23» His Jealous!

2.6K 123 0
                                    

Musik keras yang mengiringiku berhenti ketika aku menjerit ala-ala bintang rock star papan atas. Seisi Hardest Bar menghujaniku dengan tepuk tangan yang meriah. Tapi yang membuatku merasa bangga adalah ketika aku memutar badan dan menemukan tawa beserta tatapan kagum dari sang Drumer.

Turun dari panggung, personil grup band rock yang dibentuk secara dadakan tadi terus melontarkan pujian untuku yang kupikir berlebihan. Aku merasa aku bernyanyi asal saja dan berteriak tak karuan. Mungkin mereka hanya berusaha mengapresiasi usahaku dengan kepura-puraan.

Sampai di back Stage Galang menatapku sambil senyam-senyum gak jelas. Setahuku dia tidak mabuk.

"Aku tahu aku lucu," ujarku tak berelasi.

"Aku akan menghubungi lagi vokalisku." Zul yang berdiri di samping Galang berdecak dan memberiku kedipan mata. Aku lantas tertawa, lebih untuk ketidakpercayaanku jika mereka benar-benar puas dengan penampilanku.

"Aku akan membantumu memohon jika dia menolak," Satria menambahkan. Ia merangkul Zul dan menggiringnya masuk ke dalam sebuah ruangan setelah bos kafe memanggil mereka.
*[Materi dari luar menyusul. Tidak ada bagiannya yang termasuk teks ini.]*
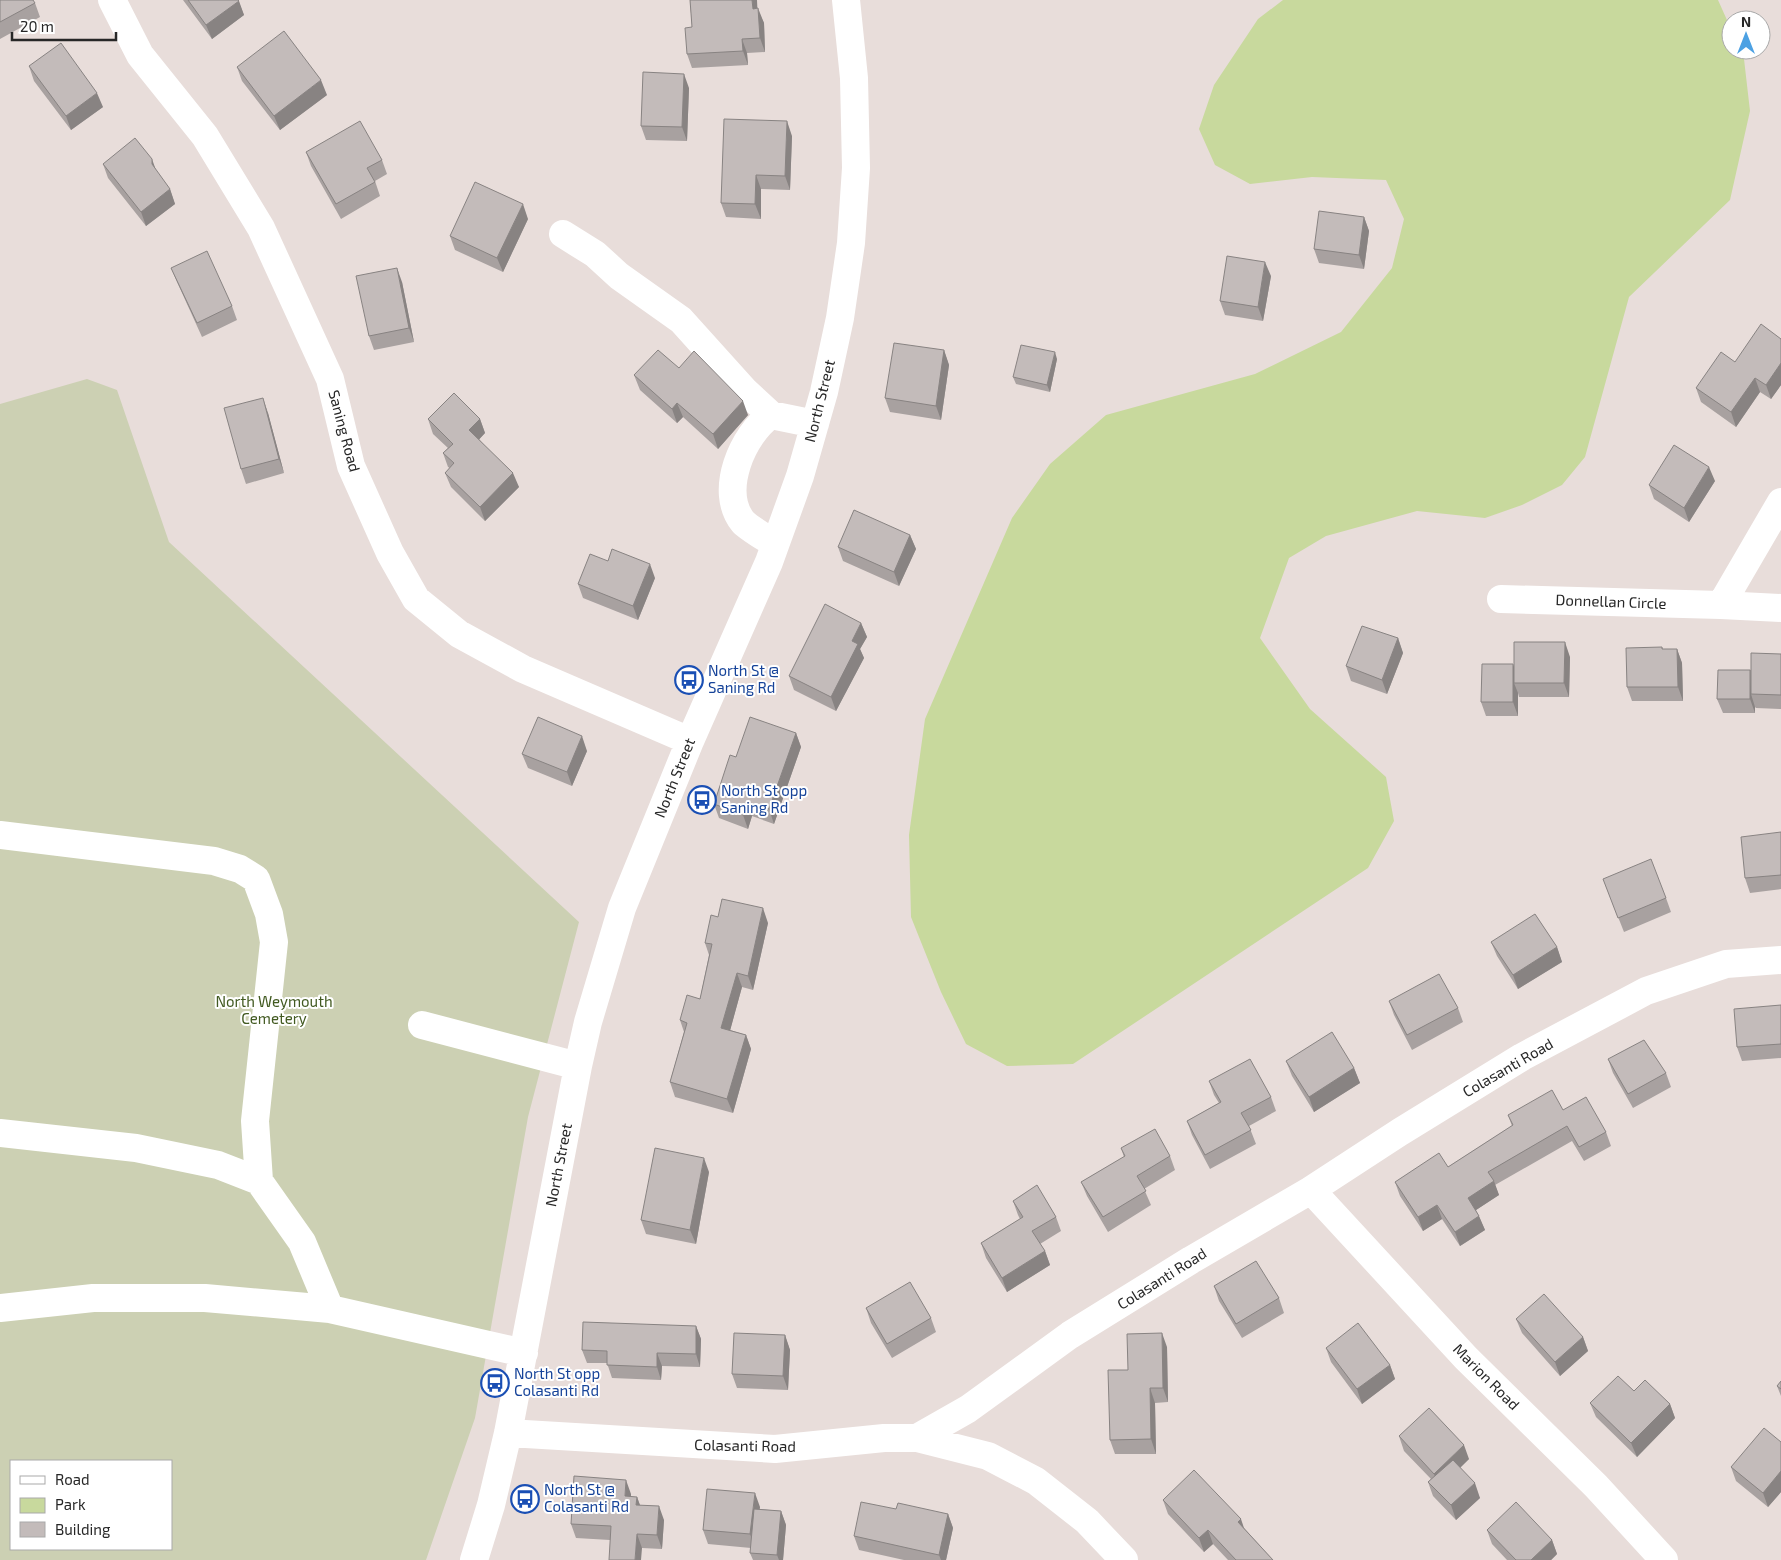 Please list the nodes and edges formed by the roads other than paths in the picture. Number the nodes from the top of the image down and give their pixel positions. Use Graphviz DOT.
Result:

Kembali menoleh menatap Galang dan kudapati dia masih dengan keadaan serupa.
"Berhenti memasang mupeng-mu!" Kutunjukan ancaman memalui kedutan di alisku.

Galang tertawa, sepertinya aku salah. Aku lupa jika Alan juga pernah menatapku dengan cara itu. Mata yang berbinar dan sungingan senyum culas. Aku pikir saat itu otak Alan sedang berada pada zona dirty, akhirnya ia malah memberiku satu toyoran di kening. Dia bukan bernafsu melihatku melainkan jengkel akan kekonyolonku.

Dan sepertinya Galang pun bukan mupeng tapi geli. Jadi hanya Fero saja yang bersikap seperti itu saat hendak menciumku. Dasar!

"Terima kasih!" ujarnya diutarakan untuku.

"Ah tenang saja, untungnya aku sudah biasa bernyanyi dari WC-ke-WC," sahutku acuh tak acuh.

Galang kembali tertawa, tapi kali ini tawa itu menghilang perlahan, tergantikan oleh tatapan yang tak dapat aku deskripsikan. Ekspersinya nyaris tumpang-tindih.

"Terima kasih untuk selalu mengobati rinduku padanya." Dia tersenyum tulus menggenggam kedua tanganku.

Padanya? pada Ghea? Aku bahkan tak merasa telah berjasa untuk hal itu. Aku tak bahagia sama sekali, aku malah merasa bersalah. Takut jika kemiripanku mengundang bayang-bayang Ghea yang membuatnya sedih. Aku juga semakin tak nyaman kala aku ingat bagaimana cara Ghea meninggalkan dunia.

Bagiku, aku hanyalah biang luka untuk Galang.

"Aku hanya luka bagimu!" Tanpa kusadari ucapan itu terlontar begitu saja dari mulutku.

Galang menggeleng dan menatapku sendu. "Tapi kamu juga penyembuh," sergahnya meyakinkan. Tatapan lensa raven itu berubah jadi menguatkan, tapi tak cukup membuatku lebih baik.

Galang menggeram, menyesali apa yang telah dilakukannya. Ia menyadari bahwa ia telah mengubah ekspresiku.
"Maaf ... aku malah membuatmu sedih."

Bukan niatku untuk membuatnya bersalah, kutunjukan gigiku melalui senyuman lebar.

"I'm fine!" tukasku menyeka perasaan bersalahnya.

"Hey kita mulai membagi!" Satria berteriak mengacungkan sebuah amplop. Teriakan itu lantas dibalas dengan jitakan ringan yang diberikan Zul tepat di keningnya. Akhirnya ODA petakilan itu meringis.

Lucu. Dari awal aku melihat mereka seperti Tom And Jerry.

"Bagianku untuk kalian saja!" Ucapanku dibalas dengan tatapan serempak dari ketiganya. Aku takut pikiran mereka menilaiku sebagai gadis sombong, tak terkecuali Galang yang sudah jauh lebih lama mengenalku.